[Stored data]
————————

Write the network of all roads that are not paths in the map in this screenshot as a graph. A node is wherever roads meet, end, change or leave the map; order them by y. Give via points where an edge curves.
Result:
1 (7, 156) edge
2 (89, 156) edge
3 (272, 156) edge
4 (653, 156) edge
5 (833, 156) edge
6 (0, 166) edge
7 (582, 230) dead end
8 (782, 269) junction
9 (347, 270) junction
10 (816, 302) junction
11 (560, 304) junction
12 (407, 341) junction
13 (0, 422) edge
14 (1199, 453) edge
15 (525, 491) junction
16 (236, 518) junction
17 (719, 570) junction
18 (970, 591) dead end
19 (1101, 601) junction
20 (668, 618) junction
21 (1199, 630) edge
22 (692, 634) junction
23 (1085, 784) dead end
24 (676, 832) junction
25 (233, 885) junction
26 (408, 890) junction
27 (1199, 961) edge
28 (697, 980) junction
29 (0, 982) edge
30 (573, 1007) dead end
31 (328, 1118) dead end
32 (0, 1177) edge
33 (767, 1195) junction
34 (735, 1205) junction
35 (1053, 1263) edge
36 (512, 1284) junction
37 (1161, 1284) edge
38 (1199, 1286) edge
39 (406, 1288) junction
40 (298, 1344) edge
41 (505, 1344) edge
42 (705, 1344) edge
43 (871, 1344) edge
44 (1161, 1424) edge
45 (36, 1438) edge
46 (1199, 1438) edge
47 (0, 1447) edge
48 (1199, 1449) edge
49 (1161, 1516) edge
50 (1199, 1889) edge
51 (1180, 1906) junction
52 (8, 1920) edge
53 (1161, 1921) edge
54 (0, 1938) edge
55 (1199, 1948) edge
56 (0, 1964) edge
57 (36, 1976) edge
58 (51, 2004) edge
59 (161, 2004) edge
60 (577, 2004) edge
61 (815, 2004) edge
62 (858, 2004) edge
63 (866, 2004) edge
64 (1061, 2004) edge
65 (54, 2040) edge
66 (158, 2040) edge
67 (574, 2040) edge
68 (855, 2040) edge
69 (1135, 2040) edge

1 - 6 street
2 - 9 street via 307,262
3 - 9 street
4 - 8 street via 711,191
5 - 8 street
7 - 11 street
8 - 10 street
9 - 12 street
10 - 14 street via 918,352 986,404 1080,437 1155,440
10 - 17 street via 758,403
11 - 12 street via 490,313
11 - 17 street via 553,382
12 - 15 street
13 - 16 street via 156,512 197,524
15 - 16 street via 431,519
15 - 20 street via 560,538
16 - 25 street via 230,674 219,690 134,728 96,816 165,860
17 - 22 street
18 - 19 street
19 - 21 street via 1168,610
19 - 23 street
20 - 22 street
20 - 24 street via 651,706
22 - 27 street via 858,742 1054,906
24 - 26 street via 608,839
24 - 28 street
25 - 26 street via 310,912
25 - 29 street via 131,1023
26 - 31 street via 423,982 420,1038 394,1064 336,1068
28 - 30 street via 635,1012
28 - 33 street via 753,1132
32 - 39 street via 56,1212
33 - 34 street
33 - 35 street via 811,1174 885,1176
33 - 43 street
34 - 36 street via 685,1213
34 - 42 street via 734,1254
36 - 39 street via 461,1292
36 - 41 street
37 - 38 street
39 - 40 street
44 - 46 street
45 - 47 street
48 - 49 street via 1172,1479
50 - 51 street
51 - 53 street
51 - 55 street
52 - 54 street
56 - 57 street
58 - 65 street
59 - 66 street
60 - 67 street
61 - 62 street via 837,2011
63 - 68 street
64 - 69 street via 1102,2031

————————

§ **Task objective**
Search the lines above for the string "dead" and copy each line that has it.

§ **Response for this exercise**
7 (582, 230) dead end
18 (970, 591) dead end
23 (1085, 784) dead end
30 (573, 1007) dead end
31 (328, 1118) dead end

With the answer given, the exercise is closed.